L’ancien ministre de l’Intérieur sortait du plateau des Quatre Vérités, émission de Télé Matin, en déplacement à Marseille, où il a dû expliquer « qu’il n’est pas totalement idiot que, dans une ville, il y ait un port et que dans un port, il y ait des bateaux ».
« Un port est un enjeu de souveraineté nationale mais on peut tout à fait imaginer un port sans navires mais alors il n’y a plus d’activités », a-t-il rétorqué au journaliste Thomas Sotto, une étude de l’Insee à l'appui faisant état de 42 600 emplois liés à l’activité portuaire et maritime, soit 11 % de la masse salariale privée.
« Nous sommes en train de vivre la révolution de la décarbonation, avec des investissements majeurs, notamment l’électrification à quai. Seuls 14 ports dans le monde l’ont fait ».

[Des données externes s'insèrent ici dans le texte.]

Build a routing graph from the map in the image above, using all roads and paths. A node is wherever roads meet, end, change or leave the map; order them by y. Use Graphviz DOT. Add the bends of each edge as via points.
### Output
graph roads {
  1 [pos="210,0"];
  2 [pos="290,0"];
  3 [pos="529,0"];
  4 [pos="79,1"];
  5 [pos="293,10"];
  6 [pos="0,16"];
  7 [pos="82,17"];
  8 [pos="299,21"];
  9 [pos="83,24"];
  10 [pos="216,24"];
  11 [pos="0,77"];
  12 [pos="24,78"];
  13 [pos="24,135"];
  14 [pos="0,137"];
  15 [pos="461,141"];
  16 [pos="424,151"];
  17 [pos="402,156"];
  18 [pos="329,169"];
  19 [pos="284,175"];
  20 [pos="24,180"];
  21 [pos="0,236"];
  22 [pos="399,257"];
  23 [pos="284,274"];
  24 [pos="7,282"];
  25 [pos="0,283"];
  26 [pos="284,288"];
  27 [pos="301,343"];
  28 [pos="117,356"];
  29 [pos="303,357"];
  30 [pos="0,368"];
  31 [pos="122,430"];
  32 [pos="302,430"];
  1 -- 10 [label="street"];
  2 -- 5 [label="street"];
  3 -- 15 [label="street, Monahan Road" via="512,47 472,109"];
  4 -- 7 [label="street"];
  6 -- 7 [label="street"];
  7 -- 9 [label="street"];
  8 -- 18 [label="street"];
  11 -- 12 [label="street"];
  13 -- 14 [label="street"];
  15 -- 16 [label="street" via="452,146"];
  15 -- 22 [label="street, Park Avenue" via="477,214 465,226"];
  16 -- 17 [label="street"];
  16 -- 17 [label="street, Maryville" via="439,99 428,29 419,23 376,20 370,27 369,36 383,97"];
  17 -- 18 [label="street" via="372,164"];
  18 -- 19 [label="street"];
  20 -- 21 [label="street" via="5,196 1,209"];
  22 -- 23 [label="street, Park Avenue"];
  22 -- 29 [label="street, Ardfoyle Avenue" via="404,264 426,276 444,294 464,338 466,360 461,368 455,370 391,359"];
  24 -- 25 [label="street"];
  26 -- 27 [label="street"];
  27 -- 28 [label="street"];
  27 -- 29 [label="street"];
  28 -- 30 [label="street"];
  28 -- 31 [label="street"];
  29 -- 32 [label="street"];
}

Énième rapport sur la pollution portuaire
En attendant, un énième rapport de l’ONG Transport & Environment, qui a fait de la pollution des paquebots un fonds de commerce en comparant parfois des choses incomparables (paquebots peu efficients avec des voitures Euro 6 par exemple), va remettre le sujet sur le fil de l’actualité.
« Malgré l'introduction du plafond de soufre de l’OMI en 2020, les 218 paquebots européens ont émis l'année dernière autant de dioxyde de soufre (SOx) qu'un milliard de voitures », indique le nouvel état des lieux.
Par rapport à 2019, leur nombre, le temps qu'ils passent dans les ports et le carburant qu'ils consomment « ont augmenté d'environ un quart (23-24 %). Cela a entraîné une augmentation de 9 % des émissions de SOx, de 18 % des émissions de NOx [oxydes d’azote, NDLR] et de 25 % des émissions de PM2,5 [particules fines, NDLR] », fait valoir l'association.
À Marseille, « les 75 navires de croisière qui ont accosté en 2022 ont émis deux fois plus d’oxyde de soufre (SOx) que l’ensemble des voitures immatriculées dans la ville », précise T&E, qui place la ville portuaire au sixième rang sur ce critère, derrière Barcelone, Civitavecchia, Malte ou encore Le Pirée.